To purchase whole fish at astonishing prices, head directly to Steveston’s Public Wharf. Don’t be daunted by long lineups during spawning season — they move quickly and the deals and unbeatable freshness are worth the wait. After purchasing fresh salmon, walk along the waterfront to the Gulf of Georgia Cannery National Historic Site (adjacent to the Public Wharf) where volunteers will be cleaning salmon by donation. Look for the big red Gulf of Georgia Cannery tent to see if the ‘cleaners are in’. This special program is available only during the commercial sockeye season.

Or, get in the game and fish for sockeye from Richmond’s No. 7 Road Pier, a restored former barge-loading pier (BC tidal fishing licence required).

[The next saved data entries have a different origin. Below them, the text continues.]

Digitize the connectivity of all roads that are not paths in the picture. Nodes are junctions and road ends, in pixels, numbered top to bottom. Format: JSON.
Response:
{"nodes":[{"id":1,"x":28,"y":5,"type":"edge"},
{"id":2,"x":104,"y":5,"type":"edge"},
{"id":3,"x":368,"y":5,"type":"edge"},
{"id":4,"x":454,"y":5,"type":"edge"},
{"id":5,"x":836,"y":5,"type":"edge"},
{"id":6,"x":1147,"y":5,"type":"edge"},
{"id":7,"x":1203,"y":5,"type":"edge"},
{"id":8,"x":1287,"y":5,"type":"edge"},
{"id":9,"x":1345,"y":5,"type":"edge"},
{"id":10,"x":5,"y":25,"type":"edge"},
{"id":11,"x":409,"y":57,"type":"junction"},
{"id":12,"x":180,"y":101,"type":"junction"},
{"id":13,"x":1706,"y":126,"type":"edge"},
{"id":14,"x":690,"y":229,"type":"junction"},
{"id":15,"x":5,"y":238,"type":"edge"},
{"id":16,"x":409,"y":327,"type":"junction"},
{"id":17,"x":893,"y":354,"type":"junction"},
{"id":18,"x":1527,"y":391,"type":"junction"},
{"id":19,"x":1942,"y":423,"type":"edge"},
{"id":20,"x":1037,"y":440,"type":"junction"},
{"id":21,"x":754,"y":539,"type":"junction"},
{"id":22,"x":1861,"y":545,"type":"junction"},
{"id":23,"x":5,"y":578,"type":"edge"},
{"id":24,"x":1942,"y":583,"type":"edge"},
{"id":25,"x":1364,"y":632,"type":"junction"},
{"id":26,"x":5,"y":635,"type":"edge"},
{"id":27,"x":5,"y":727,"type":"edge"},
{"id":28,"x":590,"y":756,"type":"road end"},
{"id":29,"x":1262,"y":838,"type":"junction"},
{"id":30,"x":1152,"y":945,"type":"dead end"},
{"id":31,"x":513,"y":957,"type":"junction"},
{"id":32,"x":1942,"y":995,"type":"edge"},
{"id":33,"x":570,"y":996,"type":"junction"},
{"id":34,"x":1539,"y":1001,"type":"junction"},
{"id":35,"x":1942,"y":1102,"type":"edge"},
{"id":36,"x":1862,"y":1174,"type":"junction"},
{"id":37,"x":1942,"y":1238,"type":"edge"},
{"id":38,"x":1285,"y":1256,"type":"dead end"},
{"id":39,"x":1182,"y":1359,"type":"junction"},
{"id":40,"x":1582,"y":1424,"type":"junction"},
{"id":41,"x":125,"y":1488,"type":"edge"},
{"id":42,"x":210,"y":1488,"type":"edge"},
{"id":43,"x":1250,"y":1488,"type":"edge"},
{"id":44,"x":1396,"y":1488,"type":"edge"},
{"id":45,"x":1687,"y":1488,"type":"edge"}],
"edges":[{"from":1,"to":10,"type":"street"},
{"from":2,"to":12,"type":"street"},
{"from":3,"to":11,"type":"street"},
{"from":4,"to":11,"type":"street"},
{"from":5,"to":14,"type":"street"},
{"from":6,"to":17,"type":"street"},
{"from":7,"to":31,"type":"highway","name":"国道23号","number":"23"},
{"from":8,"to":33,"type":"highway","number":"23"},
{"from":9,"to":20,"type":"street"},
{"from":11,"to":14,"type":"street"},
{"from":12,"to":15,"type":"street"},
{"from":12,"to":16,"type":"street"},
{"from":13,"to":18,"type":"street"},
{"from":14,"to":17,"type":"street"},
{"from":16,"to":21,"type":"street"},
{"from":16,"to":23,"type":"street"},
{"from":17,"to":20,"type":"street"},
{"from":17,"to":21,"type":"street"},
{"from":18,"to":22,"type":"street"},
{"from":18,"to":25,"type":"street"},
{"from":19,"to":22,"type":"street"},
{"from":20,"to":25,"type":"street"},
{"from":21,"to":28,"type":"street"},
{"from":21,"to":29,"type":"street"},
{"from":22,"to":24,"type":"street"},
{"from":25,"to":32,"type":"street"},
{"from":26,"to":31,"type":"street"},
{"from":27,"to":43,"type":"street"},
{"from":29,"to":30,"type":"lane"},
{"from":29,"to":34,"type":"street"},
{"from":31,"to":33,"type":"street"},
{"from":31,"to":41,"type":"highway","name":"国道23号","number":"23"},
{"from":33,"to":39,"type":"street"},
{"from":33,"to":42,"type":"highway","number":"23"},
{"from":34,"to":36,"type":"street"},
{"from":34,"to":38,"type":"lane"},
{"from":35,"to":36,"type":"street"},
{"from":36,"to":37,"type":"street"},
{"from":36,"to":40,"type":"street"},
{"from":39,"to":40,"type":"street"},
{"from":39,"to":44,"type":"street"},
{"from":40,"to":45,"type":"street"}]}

All-Ages Salmon-Themed Activities and Events

The popular Gulf of Georgia Cannery National Historic Site is one of the only historically intact salmon canneries in the world. Once known as the “Monster Cannery” among the more than 15 canneries that occupied Cannery Row on the Steveston waterfront, the site was used as a cannery, reduction plant, and net loft beginning in 1894 and opened to the public as an interactive museum in 1994. Visitors can learn about salmon and the canning process on guided tours offered at the Cannery seven days a week, in addition to special weekend-only events in celebration of its 120-year anniversary. Until Sept. 7, take the Cannery’s Salmon Taste Challenge and compare two different species of canned salmon. Also on Saturdays and Sundays, visitors can take part in the Cannery’s special Fish Tales event. Meet local salmon fishermen who will be sharing stories and leading demonstrations including knot tying, baiting, net minding and more.